We say we have a very wide range of what we would say. I've seen that before, or that's not e-typical, right? Because as you know, we live in a world where we, you know, whether it's teachers or psychologists, which we are, or
Other professionals tend of a very narrow view of what's like okay or normal or typical. And I would say we've got a pretty broad view on that. But when I'm concerned about a child really not showing progress or in some way, you know, after they separate, am I seeing movement forward?
We meet with parents, just say, look, this is what we're seeing, are you concerned? And if they're not, then I would say to them, in a three's program, just keep your eye on this. Now, if I think a child is autistic, not autism spectrum disorder,
some other sort of lesser thing, but I will say to parent, you know, I think the sooner that we get a kind of understanding of this and the sooner you get help, that's what the data shows us. So I sometimes push parents, but two year olds are so all over the place and they start to come together as they get old, come together meaning those very vastly varied behaviors.

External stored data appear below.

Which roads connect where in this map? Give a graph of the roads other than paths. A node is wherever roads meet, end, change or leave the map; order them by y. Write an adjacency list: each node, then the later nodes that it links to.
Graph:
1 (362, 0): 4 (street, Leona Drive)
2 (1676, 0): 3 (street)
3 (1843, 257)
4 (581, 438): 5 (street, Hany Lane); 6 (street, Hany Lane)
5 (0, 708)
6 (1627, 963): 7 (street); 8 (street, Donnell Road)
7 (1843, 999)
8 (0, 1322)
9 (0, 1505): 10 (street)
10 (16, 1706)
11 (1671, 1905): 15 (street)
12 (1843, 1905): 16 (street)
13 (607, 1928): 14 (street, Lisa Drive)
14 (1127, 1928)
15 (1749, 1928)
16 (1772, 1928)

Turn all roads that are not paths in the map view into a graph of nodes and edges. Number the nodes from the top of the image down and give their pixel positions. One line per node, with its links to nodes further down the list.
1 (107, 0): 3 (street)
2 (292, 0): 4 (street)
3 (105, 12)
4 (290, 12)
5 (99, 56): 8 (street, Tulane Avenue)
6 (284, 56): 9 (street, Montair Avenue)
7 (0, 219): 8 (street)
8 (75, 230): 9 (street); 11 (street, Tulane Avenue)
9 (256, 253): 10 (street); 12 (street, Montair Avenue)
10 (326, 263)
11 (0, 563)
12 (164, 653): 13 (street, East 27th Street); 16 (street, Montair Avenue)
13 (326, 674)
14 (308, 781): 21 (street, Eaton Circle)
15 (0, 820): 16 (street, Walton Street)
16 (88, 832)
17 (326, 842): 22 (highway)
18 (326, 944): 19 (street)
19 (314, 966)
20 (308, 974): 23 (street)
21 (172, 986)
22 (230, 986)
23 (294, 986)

or development, you know, whether it's language development, social development tends to narrow as children get older. So on the one hand, we know that earlier you intervene for certain children the better. And on the other hand, lots of children sort of get on a path. So it's always a little tricky. Like, is this something we should be concerned about? Or is this who this child is and they're going to
you know, walk a path that works. And so it's, it's a little of both. People, some parents can be very quick to medicate. Yeah. At a very, very young age. And that's a whole can of where, you know, very much, particularly in those early elementary years, you know, I do private work with parents and they're often hearing from schools, particularly private schools. Well, if he's really not going to be on medication,
It's probably isn't the right school for him. You know, then I will work with him around, well, you know, is it that it's not the right school and do a little look for something else? Or do you want to medicate a six year old and eight year old? Yeah, I mean, we live in a culture certainly that is quick to medicate. And I think if we could reframe things a little and say, well, what kind of environment would really support this child's creativity?
curiosity. I tell people often about a child, well, if you were raising her on a farm, all would be well. I mean, imagine you'd get up. There'd be all those chores. There'd be the animals. She could run with the horses. And they say, yeah, but we're not raising her on a farm. And I say, I know, but do you want to like try to figure out what she needs to be her? Or do you want to go this other route? And it's hard to know sometimes what's
The right thing, I just always wish people would have a broader perspective on what is someone's strengths and how can we build an educational environment around that and not be so quick to judge. We covered neurodiversity a little bit, but I'm also really interested in highly sensitive children. And I'm wondering how much you've interacted with that literature. And do you clearly notice it in some kids, like that they have that temperament?
Oh, yeah. I mean, you know, some, I think you see this often in children at all ages who, you know, somebody says, oh, they're very reticent or they're shy or whatever label that, you know, again, we're quick to put labels.
And I'm always saying to my students, watch that child who you think is shy or whatever inward in some way. And I want you to describe to me what you see in that child. And they'll say, this is really hard to do because you have to really then cue in to how are they not just where are they looking, but how are they looking? Where is their body moving even in little ways? Like, I think we have to be more sensitive.
But often I find those are the children who the parents then tell me at home. Oh, yeah. He comes home and he sings every song. He literally mimics the teachers. Every movement of theirs remembers every detail of every child, right? They're taking in a lot.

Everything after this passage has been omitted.